I forgot to post this photo yesterday. It’s especially for Mum & Dad, knowing how much they love ginger.

A stall that Mum & Dad couldn't have resisted...

And, for the record, I LOVE Turkish delight. Rose is my favourite but I’m also quite keen on pistachio. Peppermint is my least favourite…but I still LOVE it. Sadly, there’s none left. I finished it off today. Did I mention that I LOVE Turkish delight? Well..I do.

Today I did some much needed work in the garden. The weeds have started taking over. I’ve been a bit involved in other things and they know when you’re not keeping an eye on them. They just go mad. It took me nearly all day just to clear a path from the back door steps.

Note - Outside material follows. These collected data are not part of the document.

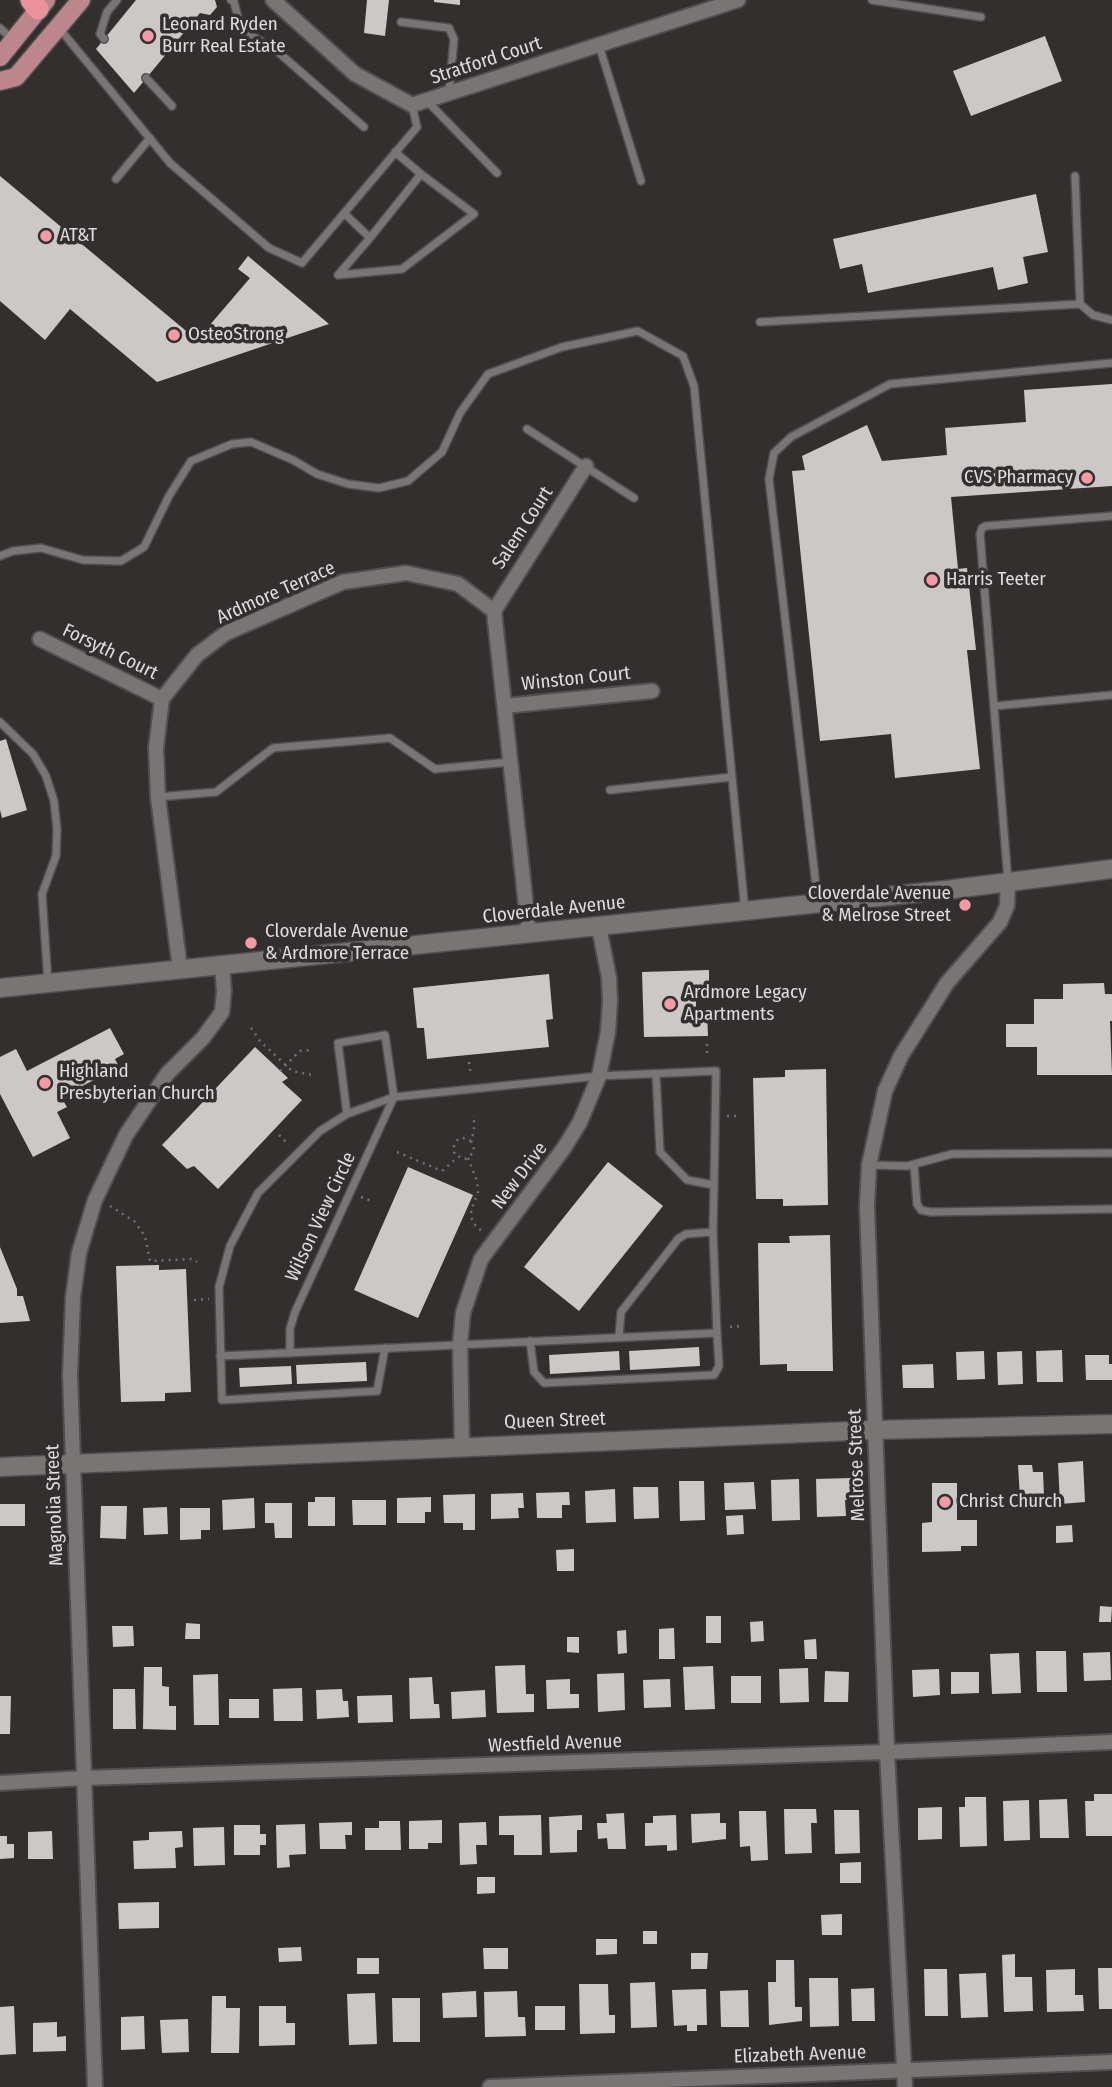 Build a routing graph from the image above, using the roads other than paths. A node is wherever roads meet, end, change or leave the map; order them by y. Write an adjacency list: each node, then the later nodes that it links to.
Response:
1 (80, 0): 10 (main road)
2 (117, 0): 12 (lane)
3 (231, 0): 22 (lane)
4 (273, 0): 20 (street, Stratford Court)
5 (738, 0): 14 (street, Stratford Court)
6 (872, 0): 8 (lane)
7 (38, 3): 10 (main road); 13 (main road)
8 (981, 17)
9 (401, 22): 18 (lane)
10 (58, 27): 17 (main road); 23 (lane)
11 (0, 28): 13 (lane)
12 (104, 39)
13 (13, 40): 15 (main road)
14 (599, 45): 18 (street, Stratford Court); 29 (lane)
15 (0, 57)
16 (146, 78): 21 (lane)
17 (0, 81)
18 (449, 93): 19 (street, Stratford Court)
19 (427, 100): 20 (street, Stratford Court); 25 (lane)
20 (412, 105): 24 (lane)
21 (172, 106)
22 (364, 127)
23 (150, 138): 28 (lane); 30 (lane)
24 (395, 152): 26 (lane); 30 (lane)
25 (497, 173)
26 (421, 174): 31 (lane); 31 (lane)
27 (1075, 176): 32 (lane)
28 (116, 179)
29 (641, 181)
30 (344, 213): 31 (lane)
31 (370, 237)
32 (1080, 304): 33 (lane); 34 (lane)
33 (1112, 320)
34 (760, 322)
35 (1112, 363): 55 (lane)
36 (527, 429): 37 (lane)
37 (586, 466): 38 (lane); 41 (street, Salem Court)
38 (634, 498)
39 (1112, 516): 47 (lane)
40 (0, 556): 50 (lane)
41 (494, 611): 45 (street, Ardmore Terrace); 46 (street)
42 (40, 639): 45 (street, Forsyth Court)
43 (652, 691): 46 (street, Winston Court)
44 (1112, 695): 47 (lane)
45 (162, 699): 52 (street)
46 (505, 706): 49 (street)
47 (995, 706): 54 (lane)
48 (0, 722): 61 (lane)
49 (512, 762): 52 (lane); 58 (street)
50 (732, 777): 51 (lane); 56 (lane)
51 (610, 790)
52 (158, 797): 60 (street)
53 (1112, 869): 54 (street, Cloverdale Avenue)
54 (1008, 882): 55 (street, Cloverdale Avenue); 68 (street, Melrose Street)
55 (818, 904): 56 (street, Cloverdale Avenue)
56 (745, 911): 57 (street, Cloverdale Avenue)
57 (599, 927): 58 (street, Cloverdale Avenue); 64 (street, New Drive)
58 (529, 934): 59 (street, Cloverdale Avenue)
59 (222, 965): 60 (street, Cloverdale Avenue); 83 (street, Magnolia Street)
60 (180, 969): 61 (street, Cloverdale Avenue)
61 (48, 983): 62 (street, Cloverdale Avenue)
62 (0, 988)
63 (656, 1074): 64 (lane, Wilson View Circle); 70 (lane); 70 (lane, Wilson View Circle)
64 (599, 1076): 65 (lane, Wilson View Circle); 76 (street, New Drive)
65 (394, 1097): 66 (lane, Wilson View Circle); 66 (lane); 78 (lane, Wilson View Circle)
66 (346, 1114): 79 (lane, Wilson View Circle)
67 (1112, 1153): 69 (lane)
68 (869, 1165): 69 (lane); 81 (street, Melrose Street)
69 (914, 1165): 71 (lane)
70 (715, 1185): 72 (lane)
71 (1112, 1209)
72 (713, 1233): 73 (lane); 74 (lane)
73 (717, 1333): 74 (lane); 75 (lane)
74 (619, 1337): 75 (lane)
75 (530, 1340): 76 (lane)
76 (460, 1344): 77 (lane); 82 (street, New Drive)
77 (385, 1348): 78 (lane); 79 (lane, Wilson View Circle)
78 (290, 1353): 79 (lane)
79 (220, 1356)
80 (1112, 1424): 81 (street, Queen Street)
81 (876, 1430): 82 (street, Queen Street); 86 (street, Melrose Street)
82 (462, 1446): 83 (street, Queen Street)
83 (73, 1464): 84 (street, Queen Street); 87 (street, Magnolia Street)
84 (0, 1467)
85 (1112, 1742): 86 (street, Westfield Avenue)
86 (887, 1752): 87 (street, Westfield Avenue); 90 (street, Melrose Street)
87 (83, 1778): 88 (street, Westfield Avenue); 91 (street, Magnolia Street)
88 (0, 1783)
89 (1112, 2062): 90 (street, Elizabeth Avenue)
90 (904, 2070): 92 (street, Elizabeth Avenue); 93 (street, Melrose Street)
91 (95, 2087)
92 (490, 2087)
93 (905, 2087) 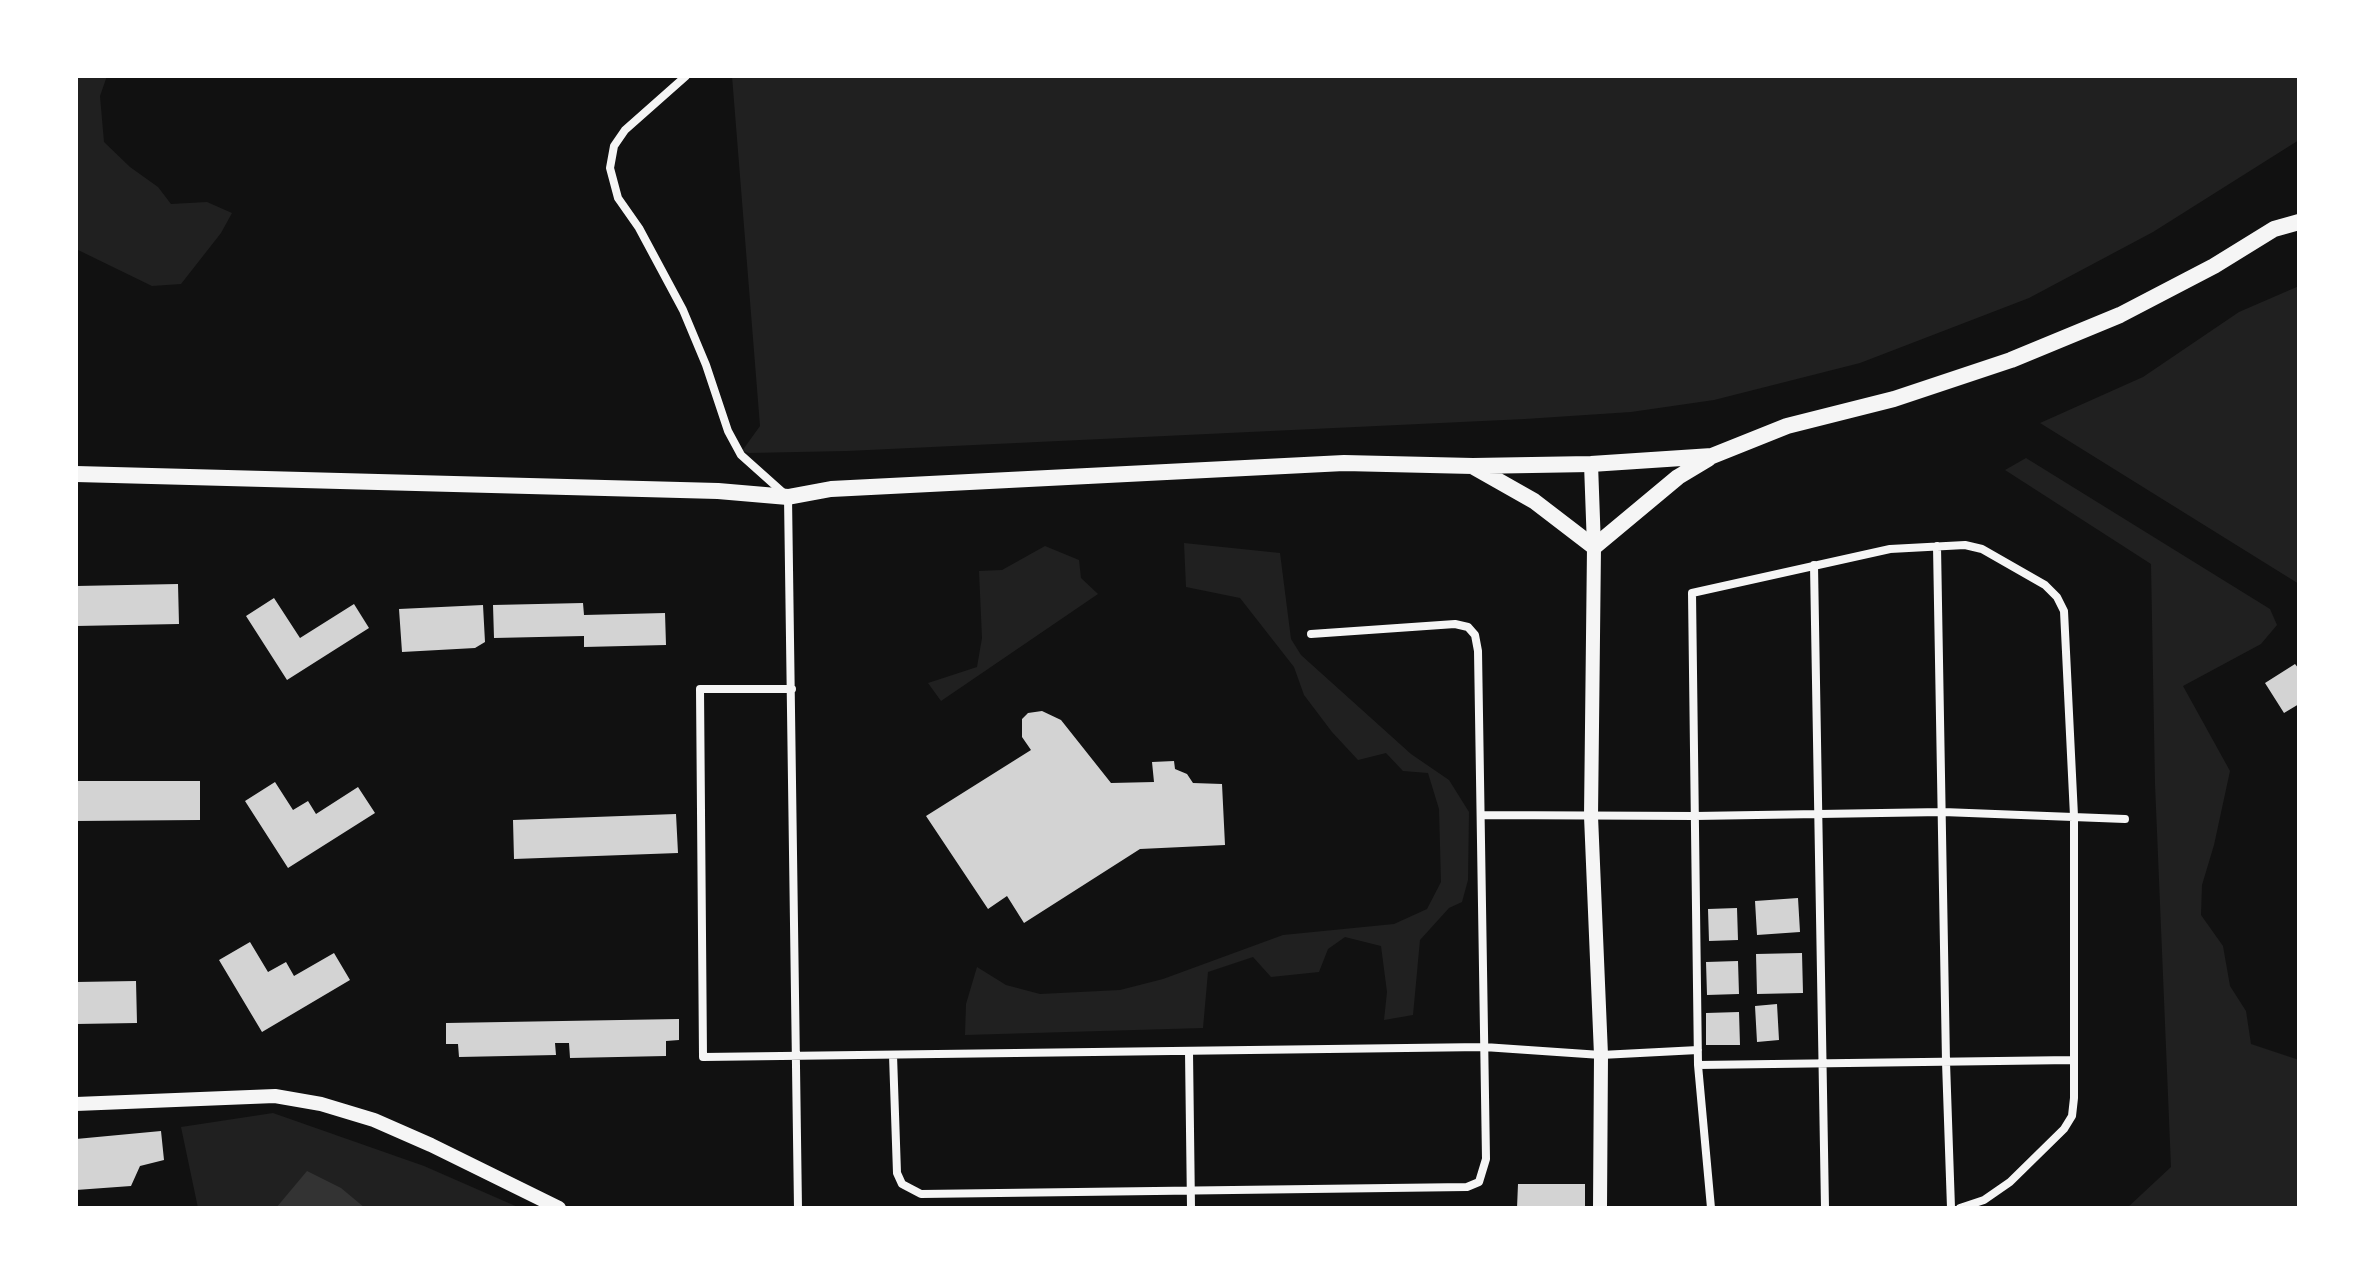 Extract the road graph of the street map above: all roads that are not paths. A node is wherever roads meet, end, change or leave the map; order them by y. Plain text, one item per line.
1 (686, 76) edge
2 (2299, 222) edge
3 (1712, 456) junction
4 (1591, 464) junction
5 (1473, 466) junction
6 (76, 474) edge
7 (788, 497) junction
8 (1937, 546) junction
9 (1594, 547) junction
10 (1814, 565) junction
11 (1311, 634) dead end
12 (792, 689) junction
13 (1943, 812) junction
14 (1818, 814) junction
15 (1481, 815) junction
16 (1591, 816) junction
17 (1695, 816) junction
18 (2074, 816) junction
19 (2125, 819) dead end
20 (1484, 1047) junction
21 (1698, 1050) junction
22 (1189, 1052) junction
23 (893, 1055) junction
24 (1601, 1055) junction
25 (797, 1056) junction
26 (2073, 1060) junction
27 (1946, 1062) junction
28 (1823, 1064) junction
29 (1698, 1065) junction
30 (76, 1104) edge
31 (1191, 1189) junction
32 (559, 1208) edge
33 (798, 1208) edge
34 (1191, 1208) edge
35 (1600, 1208) edge
36 (1711, 1208) edge
37 (1825, 1208) edge
38 (1951, 1208) edge
39 (1960, 1208) edge

1 - 7 street
2 - 3 main road
3 - 4 main road
3 - 9 main road
4 - 5 main road
4 - 9 street
5 - 7 main road
5 - 9 main road
6 - 7 main road
7 - 12 street
8 - 10 street
8 - 13 street
8 - 18 street
9 - 16 street
10 - 14 street
10 - 17 street
11 - 15 street
12 - 25 street
12 - 25 street
13 - 14 street
13 - 18 street
13 - 27 street
14 - 17 street
14 - 28 street
15 - 16 street
15 - 20 street
16 - 17 street
16 - 24 street
17 - 21 street
18 - 19 street
18 - 26 street
20 - 22 street
20 - 24 street
20 - 31 street
21 - 24 street
21 - 29 street
22 - 23 street
22 - 31 street
23 - 25 street
23 - 31 street
24 - 35 street
25 - 33 street
26 - 27 street
26 - 39 street
27 - 28 street
27 - 38 street
28 - 29 street
28 - 37 street
29 - 36 street
30 - 32 street
31 - 34 street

Still, it all looks much nicer now. Though not from a weed’s point of view. Obviously.

I also cut down all the gladdies, which have died off – they don’t last very long! A bit sad but the beds look much nicer without droopy, dead flowers hanging over them.

I had a lovely day for it, though Mirinda tells me it poured in London today. We had a few threatening clouds every now and then but nothing wet.

Actually, the biggest news today was that my friend at Waitrose had a job interview and, fingers crossed, she’ll hear about it on Friday. She’s really not happy at Farnham so a change of store could be just what she needs. I hope so, anyway. I’m not going to mention her name because who knows, someone from Waitrose might read this!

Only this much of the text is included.